Ask DN: Dynamic website for musician, any solution without CMS?

over 7 years ago from , Media & Interaction design student @ Hogeschool Utrecht

Hey DN,

A friend of mine asked me to try and create a website for them. Basically the main features would consist of a portfolio page with all the songs he wrote, and a blogging feature.

Now this should be quite doable with Wordpress or any of the other well known CMSs' for that matter. But I really do not yet have the developing skills to either build a theme myself or edit one enough to craft it to my needs design wise.

I was wondering if any of you had some pointers for good technique or framework to use. I know of some solutions like Jekyll. That one might be too simple for the needs again.

I might be asking for a unicorn here so please tell me if it is impossible what im trying to do.

Thanks DN.


  • Pramesh AttwalaPramesh Attwala, over 7 years ago

    Why not try Squarespace?

    10 points
  • Nick HileyNick Hiley, over 7 years ago

    Give Ghost.org a go. For theming it uses templating system called handlebars, basically making development a breeze

    4 points
  • Moma VujisicMoma Vujisic, over 7 years ago (edited over 7 years ago )

    Your two best options are Kirby or Squarespace.

    Depending on how much work you want to do.

    1 point
  • Jonathan YapJonathan Yap, over 7 years ago

    There is also Cloud Cannon that lets you run things off dropbox.

    0 points
  • Alice PhieuAlice Phieu, over 7 years ago (edited over 7 years ago )

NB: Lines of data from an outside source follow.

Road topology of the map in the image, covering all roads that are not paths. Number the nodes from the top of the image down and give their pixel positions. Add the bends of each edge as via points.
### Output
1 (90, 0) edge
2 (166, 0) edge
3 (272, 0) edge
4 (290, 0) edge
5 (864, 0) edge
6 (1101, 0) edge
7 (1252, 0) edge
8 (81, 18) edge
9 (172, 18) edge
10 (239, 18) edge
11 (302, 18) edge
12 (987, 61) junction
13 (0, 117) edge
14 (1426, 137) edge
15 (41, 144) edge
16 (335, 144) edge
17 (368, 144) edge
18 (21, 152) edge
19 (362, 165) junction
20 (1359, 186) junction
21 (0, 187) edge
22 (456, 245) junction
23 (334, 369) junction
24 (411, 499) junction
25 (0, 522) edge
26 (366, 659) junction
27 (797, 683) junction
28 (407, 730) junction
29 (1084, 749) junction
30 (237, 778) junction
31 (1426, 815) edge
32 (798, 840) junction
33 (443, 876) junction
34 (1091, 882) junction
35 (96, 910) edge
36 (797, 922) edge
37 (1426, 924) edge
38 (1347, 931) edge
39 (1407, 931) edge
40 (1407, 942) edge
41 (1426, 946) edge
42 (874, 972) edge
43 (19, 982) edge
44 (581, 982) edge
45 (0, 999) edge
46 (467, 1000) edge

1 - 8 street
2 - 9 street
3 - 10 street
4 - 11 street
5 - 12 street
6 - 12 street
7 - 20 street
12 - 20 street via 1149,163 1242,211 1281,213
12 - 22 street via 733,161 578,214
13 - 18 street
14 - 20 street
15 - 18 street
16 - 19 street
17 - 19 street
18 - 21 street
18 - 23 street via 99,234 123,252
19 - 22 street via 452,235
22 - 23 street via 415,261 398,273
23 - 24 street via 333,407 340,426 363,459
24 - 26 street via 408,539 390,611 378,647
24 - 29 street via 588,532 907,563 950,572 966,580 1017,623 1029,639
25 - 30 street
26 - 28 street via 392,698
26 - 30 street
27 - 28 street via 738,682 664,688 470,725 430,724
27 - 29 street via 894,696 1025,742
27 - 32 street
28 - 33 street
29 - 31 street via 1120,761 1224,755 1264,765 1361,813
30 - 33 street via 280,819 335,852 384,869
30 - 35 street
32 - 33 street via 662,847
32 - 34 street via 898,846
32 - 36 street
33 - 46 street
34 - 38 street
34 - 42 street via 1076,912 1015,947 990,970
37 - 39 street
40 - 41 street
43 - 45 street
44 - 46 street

    What happens after the website is created? Will you be responsible for managing the website and making sure everything is up-to-date? If not, do you know if anyone in the band knows how to code? If not, I would avoid Jekyll and go with a CMS. I know a lot of bands who use WordPress.com for their websites. It's free, easy to maintain.. it does the job for what your friend needs. Further down the road, you should look into SquareSpace and Bandzoogle if the band wants to have an online store, set up digital downloads, and other features.

    0 points
  • Matthew BlodeMatthew Blode, over 7 years ago

    I have been using Jekyll whilst creating my blog and it's fairly easy to use. If you don't have programming skills, that shouldn't be too much of any issue as it is largely based in CSS HTML. I got my personal website almost desgined, coded and styled in a week (on and off): Note that it is still incomplete: http://mblode.github.io

    0 points
  • Razvan HRazvan H, over 7 years ago

    To be honest, I wouldn't use Jekyll. Jekyll is fun but writing an article takes a lot more time. I only know of one blogger that blogs a lot and uses Jekyll.

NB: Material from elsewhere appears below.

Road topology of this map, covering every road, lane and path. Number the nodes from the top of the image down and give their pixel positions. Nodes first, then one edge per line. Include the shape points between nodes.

    It would be hard for your friend to blog using it. Just go with wordpress. Try to find a developer to help you build the theme.

    0 points
    • Thibault MaekelberghThibault Maekelbergh, over 7 years ago

      Jekyll is tons easier to write a blog article + it has Markdown support out of the box which makes it far more extensible than Wordpress' Rich Text Editor.

      I'd try to avoid getting on board of Wordpress these days, because there are so many better, easier and more adaptive solutions like Node CMS's, static site generators (like Jekyll) or real CMS's like Kirby and Craft.

      0 points
      • Razvan HRazvan H, over 7 years ago

        So you think that a non technical person would find it easier to blog using Jekyll than Wordpress?

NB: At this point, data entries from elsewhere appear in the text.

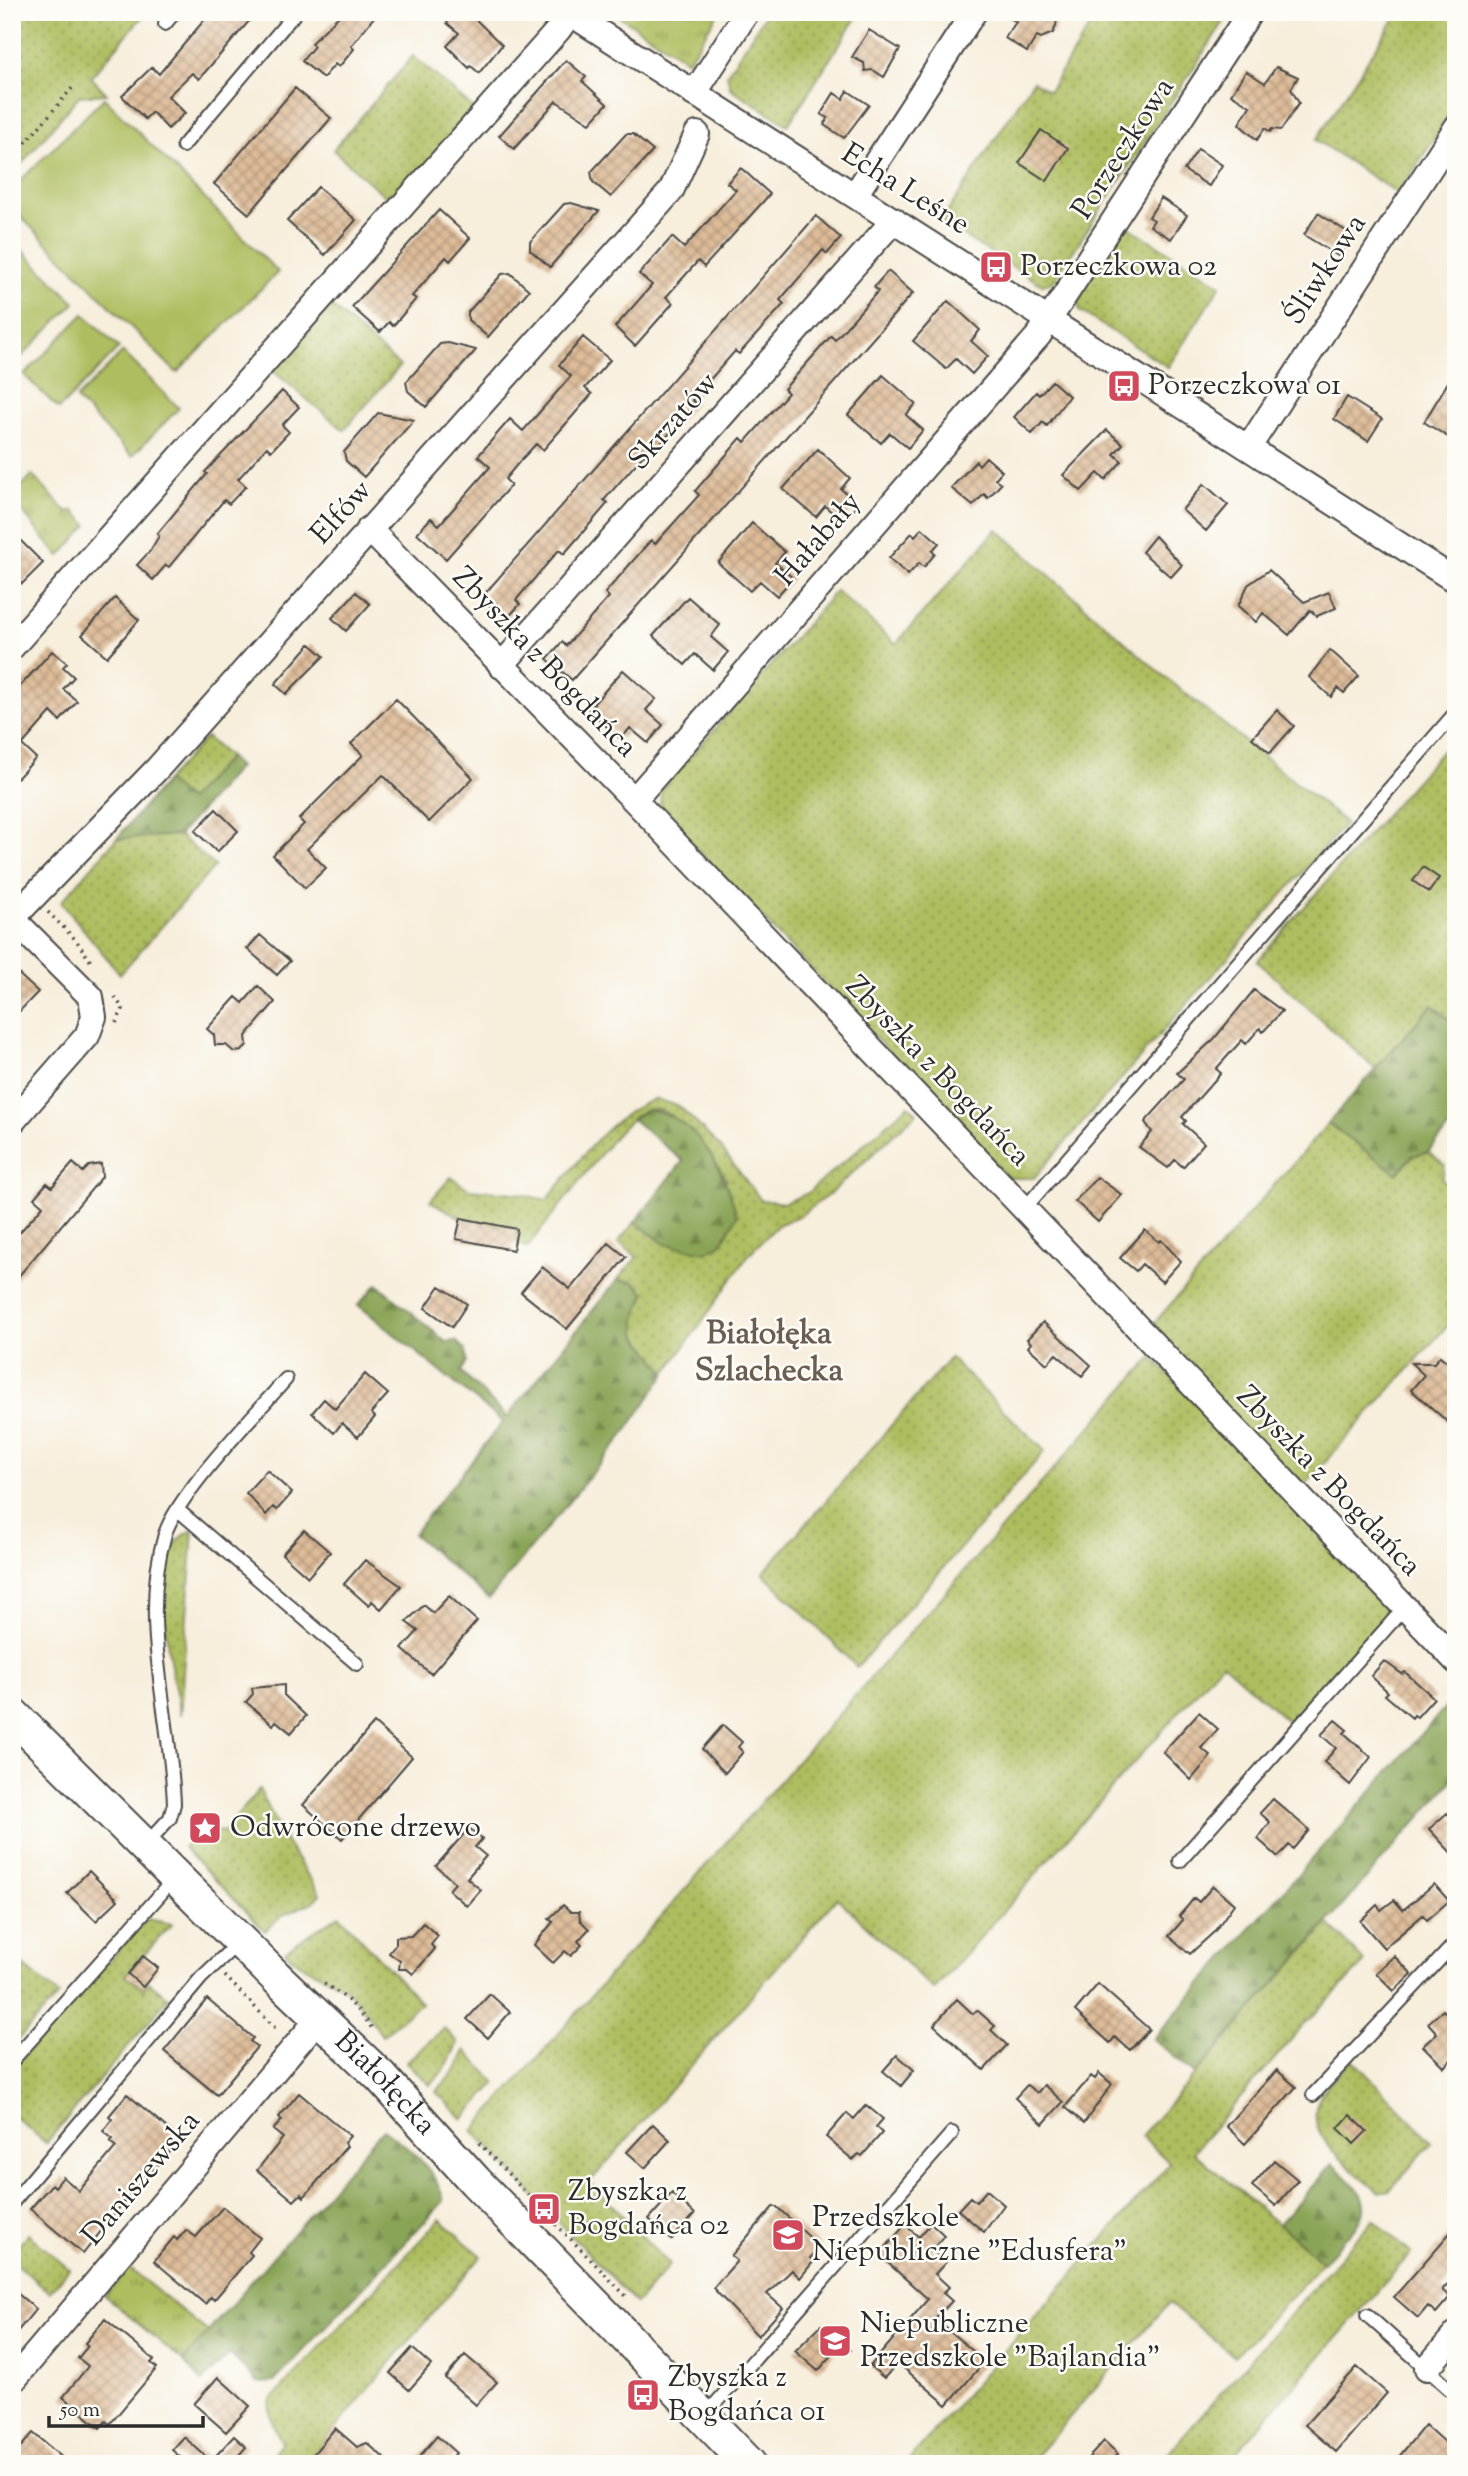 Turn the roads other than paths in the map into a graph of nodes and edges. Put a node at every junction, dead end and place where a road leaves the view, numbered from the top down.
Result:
1 (175, 12) edge
2 (296, 12) edge
3 (747, 12) edge
4 (974, 12) edge
5 (1250, 12) edge
6 (569, 13) edge
7 (165, 24) dead end
8 (694, 94) junction
9 (1456, 128) edge
10 (697, 134) dead end
11 (183, 146) dead end
12 (855, 195) junction
13 (894, 219) junction
14 (1050, 320) junction
15 (1247, 446) junction
16 (369, 529) junction
17 (1456, 581) edge
18 (12, 647) edge
19 (502, 666) junction
20 (1456, 712) edge
21 (634, 800) junction
22 (13, 918) edge
23 (12, 1122) edge
24 (1024, 1209) junction
25 (286, 1379) dead end
26 (178, 1510) junction
27 (1405, 1607) junction
28 (1456, 1661) edge
29 (357, 1664) dead end
30 (13, 1715) edge
31 (146, 1844) junction
32 (1180, 1861) dead end
33 (177, 1876) junction
34 (240, 1941) junction
35 (1456, 1942) edge
36 (320, 2017) junction
37 (12, 2060) edge
38 (1313, 2095) dead end
39 (952, 2133) dead end
40 (12, 2203) edge
41 (1367, 2315) dead end
42 (1456, 2334) edge
43 (1426, 2368) junction
44 (12, 2382) edge
45 (1456, 2395) edge
46 (704, 2417) junction
47 (749, 2464) edge

1 - 7 lane
2 - 11 lane
3 - 8 street
4 - 12 street
5 - 14 street, Porzeczkowa
6 - 8 street, Echa Leśne
6 - 18 street
8 - 12 street, Echa Leśne
9 - 15 street, Śliwkowa
10 - 16 street, Elfów
12 - 13 street, Echa Leśne
13 - 14 street, Echa Leśne
13 - 19 street, Skrzatów
14 - 15 street, Echa Leśne
14 - 21 street, Hałabały
15 - 17 street, Echa Leśne
16 - 19 street, Zbyszka z Bogdańca
16 - 22 street, Elfów
19 - 21 street, Zbyszka z Bogdańca
20 - 24 lane
21 - 24 street, Zbyszka z Bogdańca
22 - 23 street
24 - 27 street, Zbyszka z Bogdańca
25 - 26 lane
26 - 29 lane
26 - 31 lane
27 - 28 street, Zbyszka z Bogdańca
27 - 32 lane
30 - 31 street, Białołęcka
31 - 33 street, Białołęcka
33 - 34 street, Białołęcka
33 - 37 lane
34 - 36 street, Białołęcka
34 - 40 lane
35 - 38 lane
36 - 44 street, Daniszewska
36 - 46 street, Białołęcka
39 - 46 lane
41 - 43 lane
42 - 43 street
43 - 45 lane
46 - 47 street, Białołęcka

        I would bet a lot of money that this is not the case.

        1 point
        • Thibault MaekelberghThibault Maekelbergh, over 7 years ago

          Well if you look at the way how Stackexchange has a visual editor that basically just writes Markdown, I think it's easier for both clients & developers. Something like that must certainly be possible for Jekyll.

          0 points
  • Steve EdsonSteve Edson, over 7 years ago

    I'd say Jekyll would be ideal for this. Blogging comes naturally, and the portfolio items could be used in collections.